The 2010–2011 season started with a season opener game against the Connecticut Huskies at the Gampel Pavilion, resulting in a 79–52 loss to the eventual national champions and Pikiell's former team. Stony Brook won their ESPN debut against Monmouth, 51–49. The Seawolves entered conference play with a 6–8 record. The team ended the season with a 13–16 record, including an 8–8 record in America East play. The team earned a No. 5 seed in the America East Tournament, defeating fourth-seeded Albany in the quarterfinals 67–61. The Seawolves pulled off a stunning upset against No. 1 seed Vermont in the semifinals, winning 69–47 to advance to the America East Finals for the first time in the program's history.
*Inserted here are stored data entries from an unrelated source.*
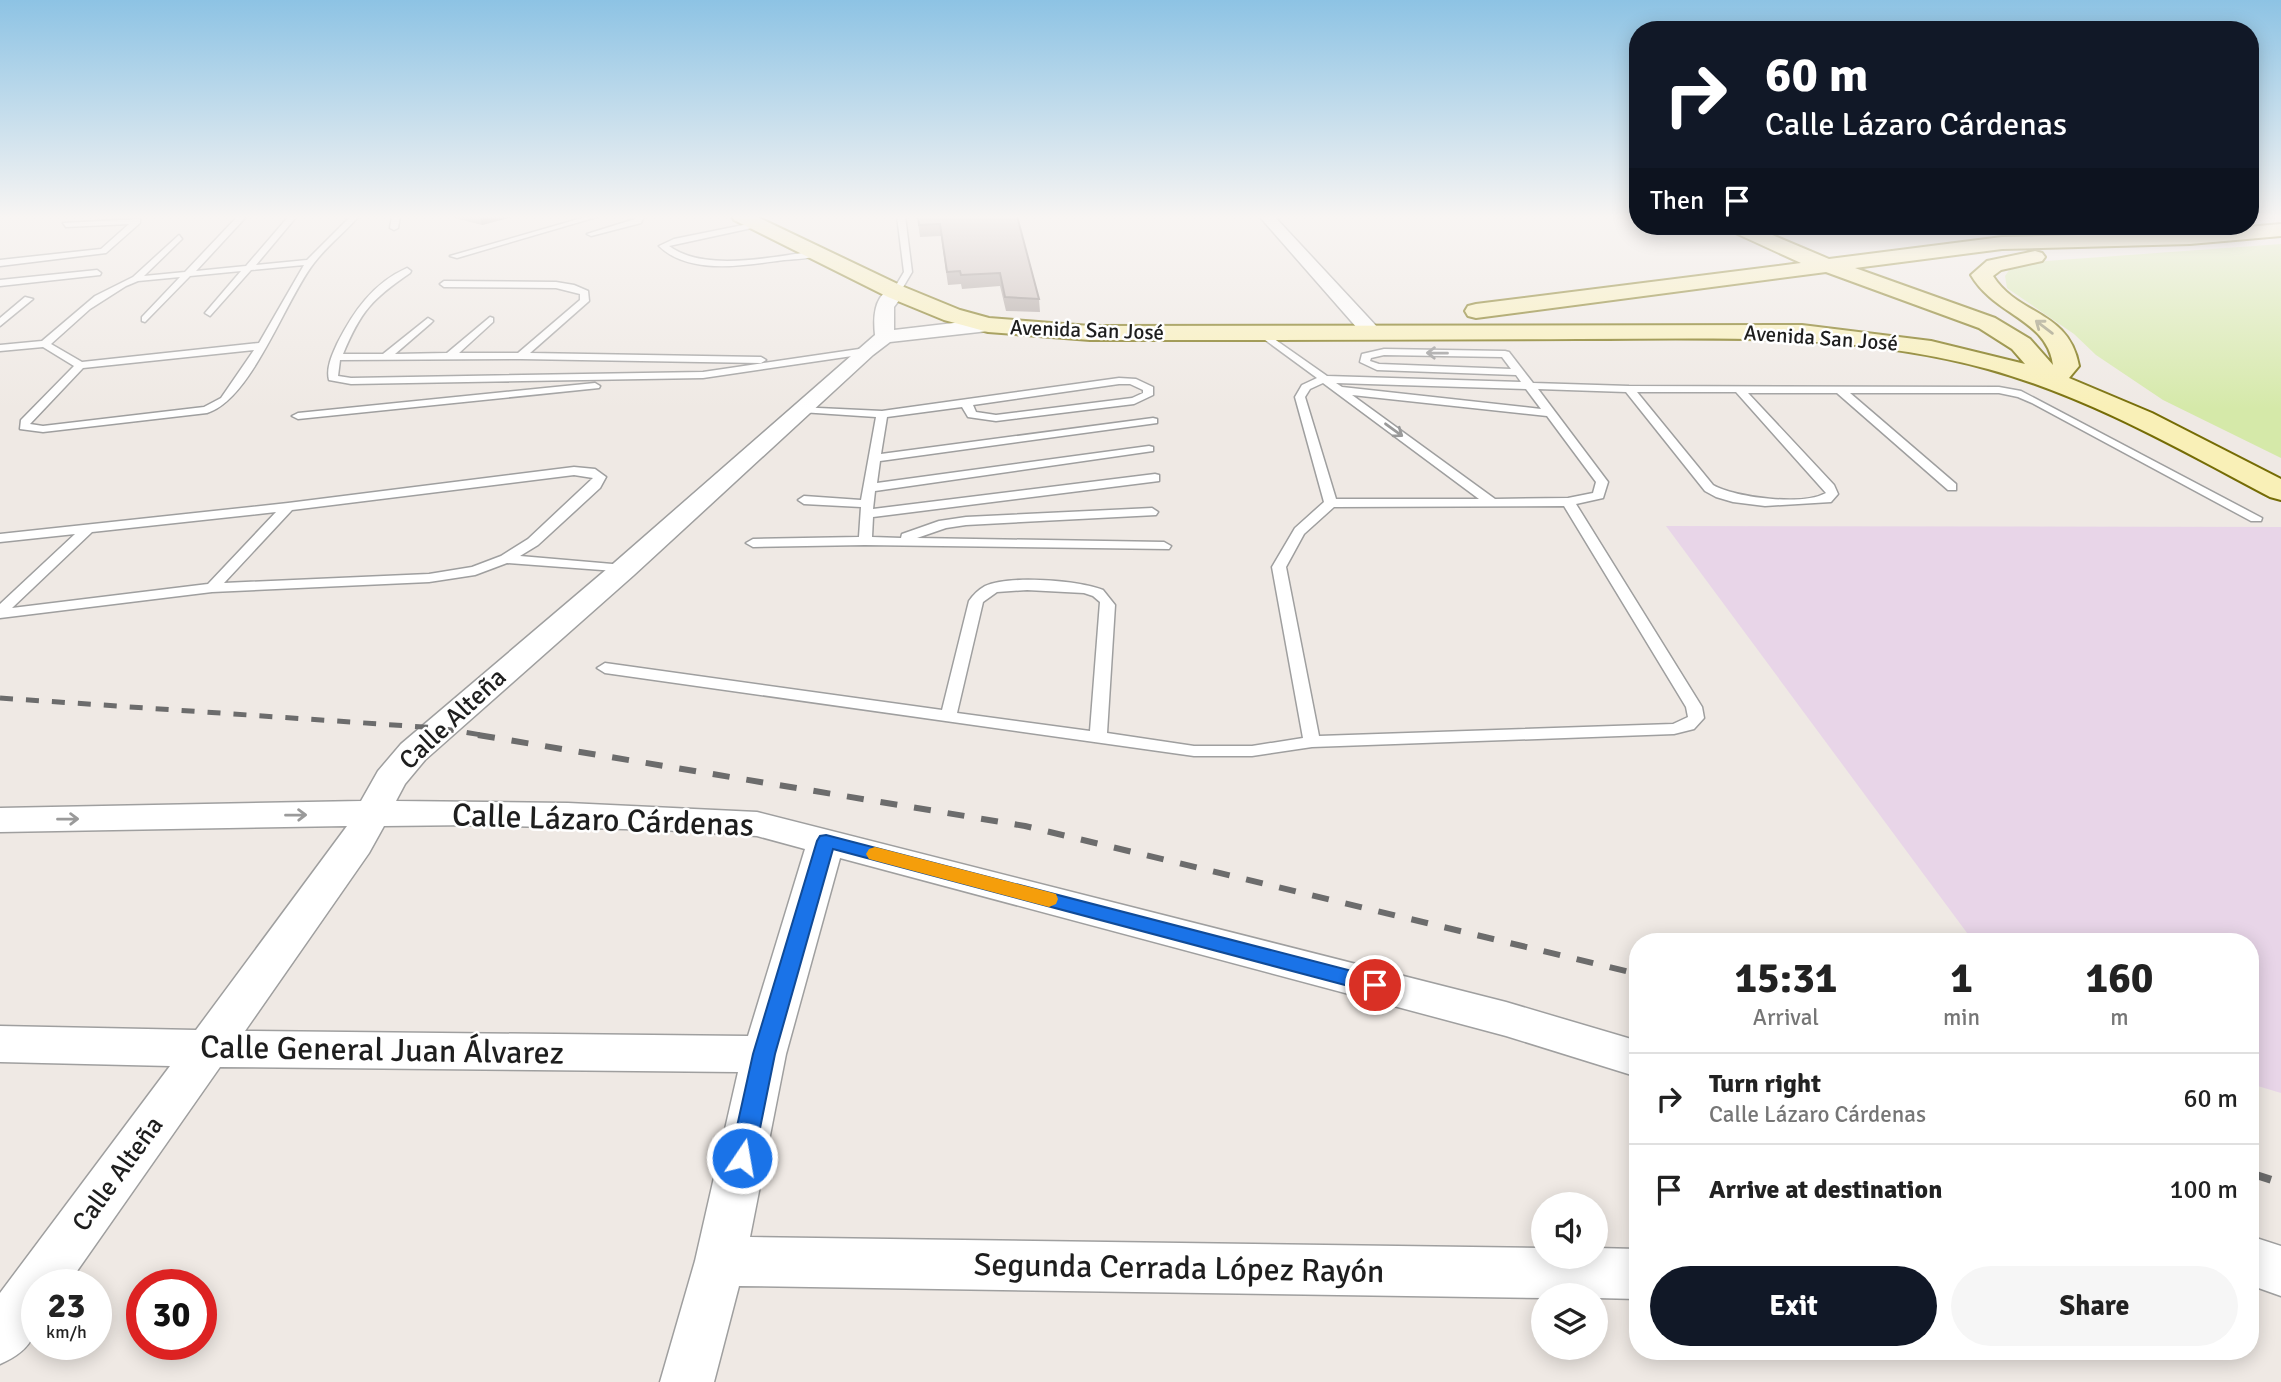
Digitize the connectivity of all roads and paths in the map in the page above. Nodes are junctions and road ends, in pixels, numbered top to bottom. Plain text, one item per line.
1 (24, 280) edge
2 (132, 280) edge
3 (180, 280) edge
4 (237, 280) edge
5 (299, 280) edge
6 (394, 280) edge
7 (872, 280) edge
8 (903, 280) edge
9 (1324, 280) edge
10 (1708, 280) edge
11 (1867, 280) edge
12 (1986, 280) edge
13 (0, 283) edge
14 (444, 284) dead end
15 (896, 292) junction
16 (28, 299) dead end
17 (210, 313) dead end
18 (145, 319) dead end
19 (490, 320) dead end
20 (428, 321) dead end
21 (0, 323) edge
22 (988, 325) junction
23 (1259, 332) junction
24 (1372, 333) junction
25 (45, 344) junction
26 (876, 344) junction
27 (262, 346) junction
28 (0, 348) edge
29 (451, 355) junction
30 (386, 356) junction
31 (522, 356) junction
32 (336, 357) junction
33 (805, 360) junction
34 (80, 365) junction
35 (1519, 372) junction
36 (620, 378) junction
37 (1324, 379) junction
38 (2054, 381) junction
39 (1531, 387) junction
40 (1629, 389) junction
41 (1739, 389) junction
42 (1339, 390) junction
43 (1840, 390) junction
44 (966, 403) junction
45 (801, 409) junction
46 (1549, 413) junction
47 (883, 414) junction
48 (298, 416) dead end
49 (1153, 421) dead end
50 (1149, 449) dead end
51 (874, 458) junction
52 (1155, 478) dead end
53 (1952, 486) dead end
54 (869, 488) junction
55 (2281, 491) edge
56 (804, 500) dead end
57 (1492, 502) junction
58 (1568, 502) junction
59 (1331, 503) junction
60 (288, 507) junction
61 (866, 509) junction
62 (1152, 512) dead end
63 (2256, 518) dead end
64 (87, 530) junction
65 (0, 538) edge
66 (865, 541) junction
67 (895, 541) junction
68 (753, 543) dead end
69 (1164, 546) dead end
70 (506, 559) junction
71 (624, 569) junction
72 (212, 589) junction
73 (0, 613) edge
74 (605, 668) dead end
75 (947, 717) junction
76 (1098, 738) junction
77 (1312, 742) junction
78 (373, 814) junction
79 (0, 820) edge
80 (826, 841) junction
81 (0, 1044) edge
82 (210, 1049) junction
83 (764, 1054) junction
84 (1629, 1056) edge
85 (720, 1261) junction
86 (2259, 1263) edge
87 (50, 1269) edge
88 (2281, 1271) edge
89 (1629, 1274) edge
90 (21, 1309) edge
91 (0, 1337) edge
92 (687, 1382) edge

1 - 13 lane
2 - 25 lane
3 - 18 lane
4 - 17 lane
5 - 27 lane
6 - 32 lane
7 - 15 main road, Avenida San José
8 - 15 lane
9 - 24 street
10 - 24 main road, Avenida San José
11 - 38 main road
38 -> 12 main road
14 - 31 lane
15 - 22 main road, Avenida San José
15 - 26 street
16 - 21 lane
19 - 29 lane
20 - 30 lane
22 - 23 main road, Avenida San José
22 - 26 street
23 - 24 main road, Avenida San José
23 - 37 lane
24 - 38 main road, Avenida San José
25 - 28 lane
25 - 34 lane
26 - 33 lane
26 - 45 street, Calle Alteña
27 - 34 lane
27 - 34 lane
29 - 30 lane
29 - 31 lane
30 - 32 lane
31 - 33 lane
32 - 36 lane
33 - 36 lane
35 -> 35 lane
35 - 39 lane
36 - 48 lane
37 - 39 lane
37 - 42 lane
37 - 59 lane
38 - 55 main road, Avenida San José
39 - 40 lane
39 - 46 lane
40 - 41 lane
40 - 41 lane
41 - 43 lane
42 - 46 lane
42 -> 57 lane
43 - 53 lane
43 - 63 lane
44 - 44 lane
44 - 47 lane
45 - 47 lane
45 - 71 street, Calle Alteña
46 - 58 lane
47 - 51 lane
49 - 51 lane
50 - 54 lane
51 - 54 lane
52 - 61 lane
54 - 61 lane
56 - 61 lane
57 - 58 lane
57 - 59 lane
58 - 77 lane
59 - 77 lane
60 - 64 lane
60 - 70 lane
60 - 72 lane
61 - 66 lane
62 - 67 lane
64 - 65 lane
64 - 73 lane
66 - 67 lane
66 - 68 lane
67 - 69 lane
70 - 71 lane
70 - 72 lane
71 - 78 street, Calle Alteña
72 - 73 lane
74 - 75 lane
75 - 76 lane
75 - 76 lane
76 - 77 lane
79 -> 78 street, Calle Lázaro Cárdenas
78 - 80 street, Calle Lázaro Cárdenas
78 - 82 street, Calle Alteña
80 - 83 street
80 - 84 street, Calle Lázaro Cárdenas
81 - 82 street, Calle General Juan Álvarez
82 - 83 street, Calle General Juan Álvarez
82 - 87 street, Calle Alteña
83 - 85 street
85 - 89 street, Segunda Cerrada López Rayón
85 - 92 street
86 - 88 street
90 - 91 street, Calle Alteña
Hosted at Agganis Arena in Boston, Massachusetts, the Seawolves travelled to face a Boston Terriers team that had defeated them in the playoffs last year. Despite leading by as much as 15 in the second half, the team allowed 14 straight points to John Holland that cut their 41–26 lead to 41–40. With the score tied at 54 with 2.4 seconds left, Holland was fouled and made both free throws as Stony Brook lost 56–54 and their first NCAA Tournament bid came up short.
Prior to the season, the Seawolves played an exhibition tour in Europe against five teams. Stony Brook had their most successful season yet in America East play, earning their second America East regular season championship and winning 14 games against the conference for the first time. They were one of thirteen Division I teams to go undefeated at home. As the No. 1 seed in the America East Tournament, the Seawolves defeated Binghamton 78–69 in the first round. Stony Brook advanced to their second straight America East Finals after a buzzer-beater tip-in by Dallis Joyner gave the Seawolves a 57–55 victory against Albany in the semifinals.
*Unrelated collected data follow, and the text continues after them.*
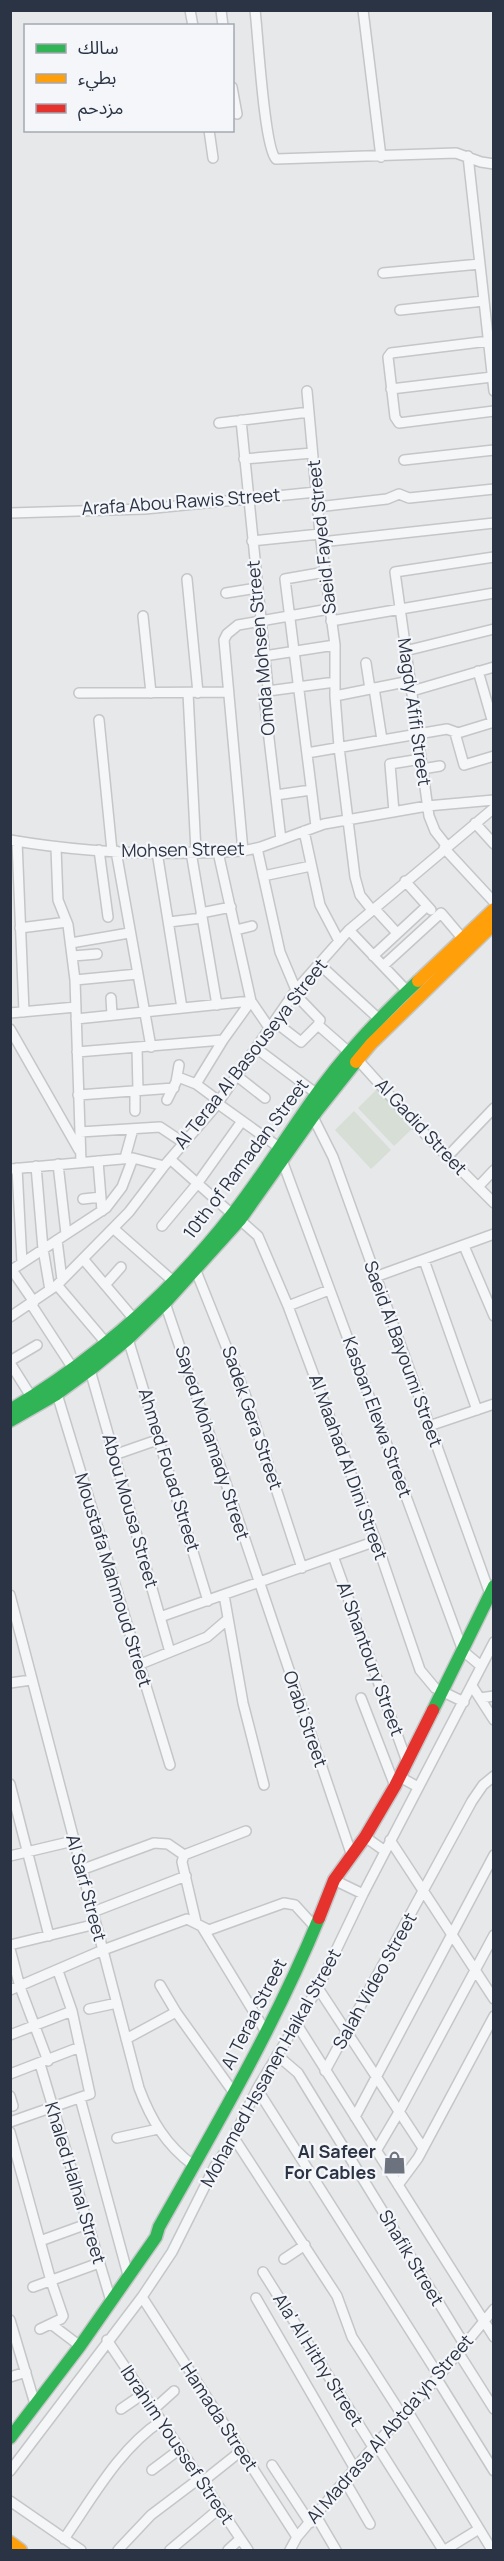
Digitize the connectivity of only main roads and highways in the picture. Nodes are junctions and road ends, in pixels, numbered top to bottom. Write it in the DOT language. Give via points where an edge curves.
graph roads {
  1 [pos="494,909"];
  2 [pos="494,924"];
  3 [pos="480,930"];
  4 [pos="353,1056"];
  5 [pos="281,1154"];
  6 [pos="236,1217"];
  7 [pos="10,1410"];
  8 [pos="10,1421"];
  9 [pos="492,1590"];
  10 [pos="10,2438"];
  11 [pos="10,2542"];
  12 [pos="21,2550"];
  1 -- 3 [label="main road, 10th of Ramadan Street"];
  2 -- 3 [label="main road, 10th of Ramadan Street"];
  3 -- 4 [label="main road, 10th of Ramadan Street"];
  3 -- 4 [label="main road, 10th of Ramadan Street" via="463,939 379,1019"];
  4 -- 5 [label="main road, 10th of Ramadan Street" via="313,1117"];
  4 -- 5 [label="main road, 10th of Ramadan Street" via="317,1094"];
  5 -- 6 [label="main road, 10th of Ramadan Street"];
  6 -- 7 [label="main road, 10th of Ramadan Street" via="107,1344"];
  6 -- 8 [label="main road, 10th of Ramadan Street" via="196,1271 128,1339 57,1394"];
  9 -- 10 [label="main road, Al Teraa Street" via="397,1781 334,1880 300,1964 156,2237"];
  11 -- 12 [label="main road"];
}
In front of a sold-out crowd at the Stony Brook Arena, Stony Brook faced off against Vermont as they hosted their first conference Finals. However, the Seawolves lost 51–43 to the Catamounts, losing in the Finals and remaining just one game away from an NCAA Tournament bid for the second straight year. Their regular season title meant that Stony Brook earned an automatic bid to the 2012 NIT, losing to top-seeded Seton Hall in a close 63–61 game. Stony Brook ended the season with a 22–10 record, 14–2 in the America East.
Tommy Brenton won America East Defensive Player of the Year, the first ever Stony Brook player to do so, while Steve Pikiell won Coach of the Year for the second time.
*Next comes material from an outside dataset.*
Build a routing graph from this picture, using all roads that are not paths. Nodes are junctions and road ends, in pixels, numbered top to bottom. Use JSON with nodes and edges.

Stony Brook began the season with a 9–4 record in non-conference play, only losing to Sacred Heart, UConn, Maryland, and Seton Hall. Once again, the Seawolves were dominant in America East play, capturing their third America East regular season title and their second straight. They ended the season winning six straight, and won 14 games in consecutive years. The Seawolves were the No. 1 seed in the America East Tournament and upended Binghamton 72–49 in the quarterfinals. However, Stony Brook was upset by fourth-seeded Albany in the semifinals, denying their NCAA Tournament bid yet again. Despite trailing by 10 points with 3:47 left, the Seawolves came back to tie the game only to lose it on an Albany layup with 2.4 seconds left for a final score of 61–59. Stony Brook earned automatic bid into the 2013 NIT, where they beat UMass 71–58 in the first round for their first ever NIT victory. In the second round, they lost to Iowa 75–63. They ended the season 25–8, 14–2 in the America East.
Senior forward Tommy Brenton won America East Player of the Year and Defensive Player of the Year, freshman forward Jameel Warney won Rookie of the Year, and Pikiell won his third Coach of the Year award.
The season began with three straight victories, and the Seawolves began 8–4 in non-conference play before losing two straight to VCU and Columbia. They then won the first seven games in conference play, but ended the season with a 13–3 conference record to finish in second place behind Vermont. It was the first time since the 2010–11 season that Stony Brook did not win the America East regular season. As the No. 2 seed in the America East Tournament, they beat Maine 80–54 in the quarterfinals and Hartford 69–64 in the semifinals to reach the America East Finals for the third time in four years.
However, for the fifth straight year, Stony Brook's NCAA Tournament ambitions were thwarted. Playing against Albany in front of a sold-out crowd at Pritchard Gymnasium, the Seawolves led 52–46 with 7:02 remaining, but the Great Danes roared back and defeated Stony Brook 69–60. Stony Brook received an invite to the 2014 College Basketball Invitational, where they lost to Siena 66–55 in the first round. Stony Brook finished the season with a 23–9 (13–3) record. As a sophomore, Warney won his first America East Player of the Year after ranking top five nationally in field goal percentage and leading Stony Brook in scoring, rebounding, and blocking.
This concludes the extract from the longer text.